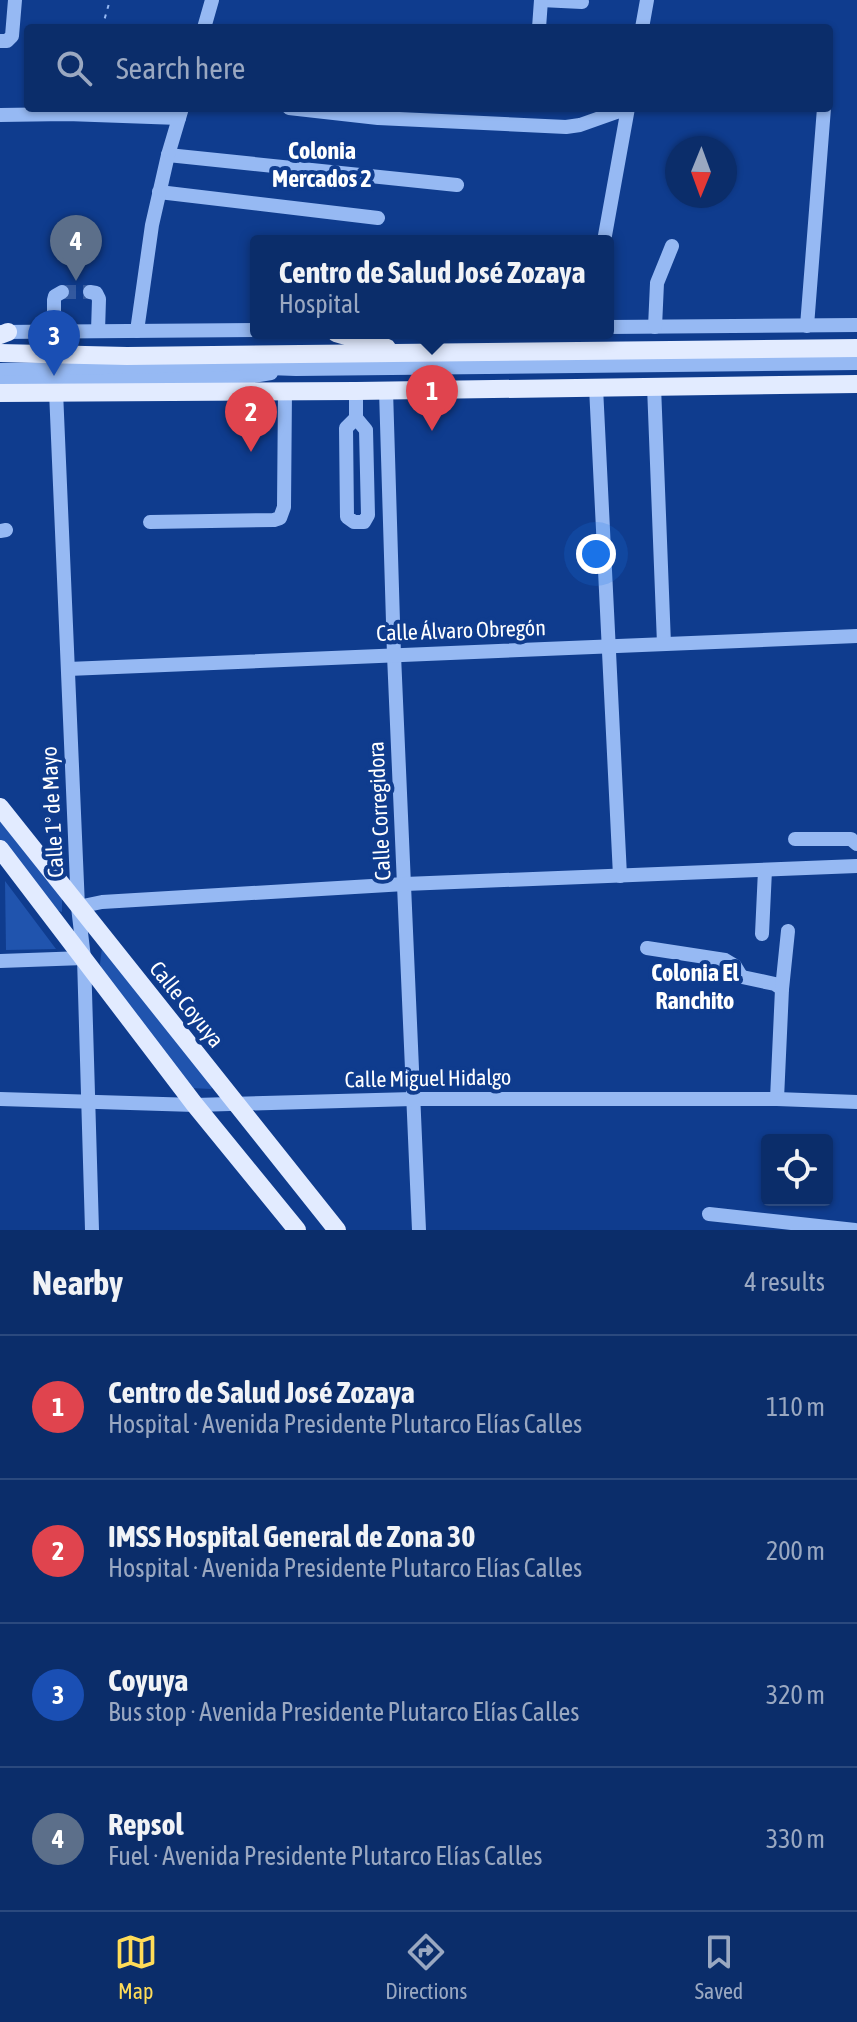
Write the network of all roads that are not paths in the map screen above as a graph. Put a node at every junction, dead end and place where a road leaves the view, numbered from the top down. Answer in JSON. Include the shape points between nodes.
{"nodes":[{"id":1,"x":15,"y":0,"type":"edge"},
{"id":2,"x":212,"y":0,"type":"edge"},
{"id":3,"x":647,"y":0,"type":"edge"},
{"id":4,"x":582,"y":2,"type":"dead end"},
{"id":5,"x":205,"y":24,"type":"edge"},
{"id":6,"x":539,"y":24,"type":"edge"},
{"id":7,"x":643,"y":24,"type":"edge"},
{"id":8,"x":0,"y":41,"type":"edge"},
{"id":9,"x":325,"y":112,"type":"edge"},
{"id":10,"x":617,"y":112,"type":"edge"},
{"id":11,"x":627,"y":112,"type":"edge"},
{"id":12,"x":824,"y":112,"type":"edge"},
{"id":13,"x":180,"y":113,"type":"edge"},
{"id":14,"x":0,"y":115,"type":"edge"},
{"id":15,"x":168,"y":155,"type":"junction"},
{"id":16,"x":457,"y":185,"type":"dead end"},
{"id":17,"x":159,"y":192,"type":"junction"},
{"id":18,"x":378,"y":218,"type":"dead end"},
{"id":19,"x":605,"y":235,"type":"edge"},
{"id":20,"x":672,"y":246,"type":"dead end"},
{"id":21,"x":62,"y":292,"type":"dead end"},
{"id":22,"x":90,"y":292,"type":"dead end"},
{"id":23,"x":857,"y":325,"type":"edge"},
{"id":24,"x":807,"y":326,"type":"junction"},
{"id":25,"x":614,"y":327,"type":"edge"},
{"id":26,"x":655,"y":327,"type":"junction"},
{"id":27,"x":250,"y":330,"type":"edge"},
{"id":28,"x":98,"y":331,"type":"junction"},
{"id":29,"x":137,"y":331,"type":"junction"},
{"id":30,"x":54,"y":332,"type":"junction"},
{"id":31,"x":3,"y":333,"type":"edge"},
{"id":32,"x":357,"y":339,"type":"edge"},
{"id":33,"x":857,"y":348,"type":"edge"},
{"id":34,"x":0,"y":353,"type":"edge"},
{"id":35,"x":405,"y":353,"type":"junction"},
{"id":36,"x":857,"y":363,"type":"edge"},
{"id":37,"x":296,"y":369,"type":"junction"},
{"id":38,"x":0,"y":370,"type":"edge"},
{"id":39,"x":0,"y":383,"type":"edge"},
{"id":40,"x":857,"y":384,"type":"edge"},
{"id":41,"x":654,"y":386,"type":"junction"},
{"id":42,"x":596,"y":387,"type":"junction"},
{"id":43,"x":285,"y":390,"type":"junction"},
{"id":44,"x":386,"y":390,"type":"junction"},
{"id":45,"x":56,"y":391,"type":"junction"},
{"id":46,"x":356,"y":391,"type":"junction"},
{"id":47,"x":0,"y":393,"type":"edge"},
{"id":48,"x":356,"y":418,"type":"junction"},
{"id":49,"x":150,"y":522,"type":"dead end"},
{"id":50,"x":857,"y":636,"type":"edge"},
{"id":51,"x":664,"y":644,"type":"junction"},
{"id":52,"x":608,"y":646,"type":"junction"},
{"id":53,"x":394,"y":655,"type":"junction"},
{"id":54,"x":68,"y":669,"type":"junction"},
{"id":55,"x":0,"y":807,"type":"edge"},
{"id":56,"x":795,"y":839,"type":"dead end"},
{"id":57,"x":857,"y":846,"type":"edge"},
{"id":58,"x":0,"y":849,"type":"edge"},
{"id":59,"x":857,"y":866,"type":"edge"},
{"id":60,"x":765,"y":870,"type":"junction"},
{"id":61,"x":620,"y":876,"type":"junction"},
{"id":62,"x":405,"y":884,"type":"junction"},
{"id":63,"x":78,"y":907,"type":"junction"},
{"id":64,"x":788,"y":931,"type":"dead end"},
{"id":65,"x":762,"y":934,"type":"dead end"},
{"id":66,"x":647,"y":948,"type":"dead end"},
{"id":67,"x":84,"y":958,"type":"junction"},
{"id":68,"x":0,"y":961,"type":"edge"},
{"id":69,"x":714,"y":971,"type":"dead end"},
{"id":70,"x":741,"y":976,"type":"junction"},
{"id":71,"x":782,"y":989,"type":"junction"},
{"id":72,"x":0,"y":1099,"type":"edge"},
{"id":73,"x":413,"y":1099,"type":"junction"},
{"id":74,"x":777,"y":1099,"type":"junction"},
{"id":75,"x":89,"y":1102,"type":"junction"},
{"id":76,"x":857,"y":1102,"type":"edge"},
{"id":77,"x":237,"y":1104,"type":"junction"},
{"id":78,"x":195,"y":1105,"type":"junction"},
{"id":79,"x":709,"y":1214,"type":"dead end"},
{"id":80,"x":736,"y":1224,"type":"edge"},
{"id":81,"x":92,"y":1230,"type":"edge"},
{"id":82,"x":297,"y":1230,"type":"edge"},
{"id":83,"x":337,"y":1230,"type":"edge"},
{"id":84,"x":419,"y":1230,"type":"edge"},
{"id":85,"x":855,"y":1230,"type":"edge"}],
"edges":[{"from":1,"to":8,"type":"street","via":[[12,36]]},
{"from":2,"to":5,"type":"street"},
{"from":3,"to":7,"type":"street"},
{"from":4,"to":6,"type":"street","via":[[541,0]]},
{"from":9,"to":10,"type":"street","via":[[566,127]]},
{"from":11,"to":19,"type":"street"},
{"from":12,"to":24,"type":"street"},
{"from":13,"to":14,"type":"street"},
{"from":13,"to":15,"type":"street"},
{"from":15,"to":16,"type":"street"},
{"from":15,"to":17,"type":"street"},
{"from":17,"to":18,"type":"street"},
{"from":17,"to":29,"type":"street"},
{"from":20,"to":26,"type":"street","via":[[657,283]]},
{"from":21,"to":30,"type":"street","via":[[54,300]]},
{"from":22,"to":28,"type":"street","via":[[99,299]]},
{"from":23,"to":24,"type":"street"},
{"from":24,"to":26,"type":"street"},
{"from":25,"to":26,"type":"street"},
{"from":27,"to":29,"type":"street"},
{"from":28,"to":29,"type":"street"},
{"from":28,"to":30,"type":"street"},
{"from":30,"to":31,"type":"street"},
{"from":32,"to":35,"type":"main road"},
{"from":33,"to":35,"type":"main road"},
{"from":34,"to":35,"type":"main road"},
{"from":36,"to":37,"type":"street"},
{"from":37,"to":38,"type":"street"},
{"from":37,"to":39,"type":"street","via":[[211,379]]},
{"from":40,"to":41,"type":"main road"},
{"from":41,"to":42,"type":"main road"},
{"from":41,"to":51,"type":"street"},
{"from":42,"to":44,"type":"main road"},
{"from":42,"to":52,"type":"street"},
{"from":43,"to":45,"type":"main road"},
{"from":43,"to":46,"type":"main road"},
{"from":43,"to":49,"type":"street","via":[[280,518]]},
{"from":44,"to":46,"type":"main road"},
{"from":44,"to":53,"type":"street","name":"Calle Corregidora"},
{"from":45,"to":47,"type":"main road"},
{"from":45,"to":54,"type":"street","name":"Calle 1º de Mayo"},
{"from":46,"to":48,"type":"street"},
{"from":48,"to":48,"type":"street","via":[[366,430],[364,522],[347,517],[346,428]]},
{"from":50,"to":51,"type":"street","name":"Calle Álvaro Obregón"},
{"from":51,"to":52,"type":"street","name":"Calle Álvaro Obregón"},
{"from":52,"to":53,"type":"street","name":"Calle Álvaro Obregón"},
{"from":52,"to":61,"type":"street"},
{"from":53,"to":54,"type":"street","name":"Calle Álvaro Obregón"},
{"from":53,"to":62,"type":"street","name":"Calle Corregidora"},
{"from":54,"to":63,"type":"street","name":"Calle 1º de Mayo"},
{"from":55,"to":63,"type":"main road","name":"Calle Coyuya"},
{"from":56,"to":57,"type":"street","via":[[851,839]]},
{"from":57,"to":59,"type":"street"},
{"from":58,"to":67,"type":"main road"},
{"from":59,"to":60,"type":"street"},
{"from":60,"to":61,"type":"street"},
{"from":60,"to":65,"type":"street"},
{"from":61,"to":62,"type":"street"},
{"from":62,"to":63,"type":"street"},
{"from":62,"to":73,"type":"street","name":"Calle Corregidora"},
{"from":63,"to":67,"type":"street","name":"Calle 1º de Mayo"},
{"from":63,"to":77,"type":"main road","name":"Calle Coyuya"},
{"from":64,"to":71,"type":"street"},
{"from":66,"to":70,"type":"street","via":[[725,960]]},
{"from":67,"to":68,"type":"street"},
{"from":67,"to":75,"type":"street","name":"Calle 1º de Mayo"},
{"from":67,"to":78,"type":"main road"},
{"from":69,"to":70,"type":"street"},
{"from":70,"to":71,"type":"street"},
{"from":71,"to":74,"type":"street"},
{"from":72,"to":75,"type":"street","name":"Calle Miguel Hidalgo"},
{"from":73,"to":74,"type":"street","name":"Calle Miguel Hidalgo"},
{"from":73,"to":77,"type":"street","name":"Calle Miguel Hidalgo"},
{"from":73,"to":84,"type":"street","name":"Calle Corregidora"},
{"from":74,"to":76,"type":"street","name":"Calle Miguel Hidalgo"},
{"from":75,"to":78,"type":"street","name":"Calle Miguel Hidalgo"},
{"from":75,"to":81,"type":"street","name":"Calle 1º de Mayo"},
{"from":77,"to":78,"type":"street","name":"Calle Miguel Hidalgo"},
{"from":77,"to":83,"type":"main road","name":"Calle Coyuya"},
{"from":78,"to":82,"type":"main road"},
{"from":79,"to":80,"type":"street"},
{"from":80,"to":85,"type":"street"}]}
------
* _Task directions_: Wherever a line in the entries holds "Obregón", copy that line.

* _Exercise solution_:
{"from":50,"to":51,"type":"street","name":"Calle Álvaro Obregón"},
{"from":51,"to":52,"type":"street","name":"Calle Álvaro Obregón"},
{"from":52,"to":53,"type":"street","name":"Calle Álvaro Obregón"},
{"from":53,"to":54,"type":"street","name":"Calle Álvaro Obregón"},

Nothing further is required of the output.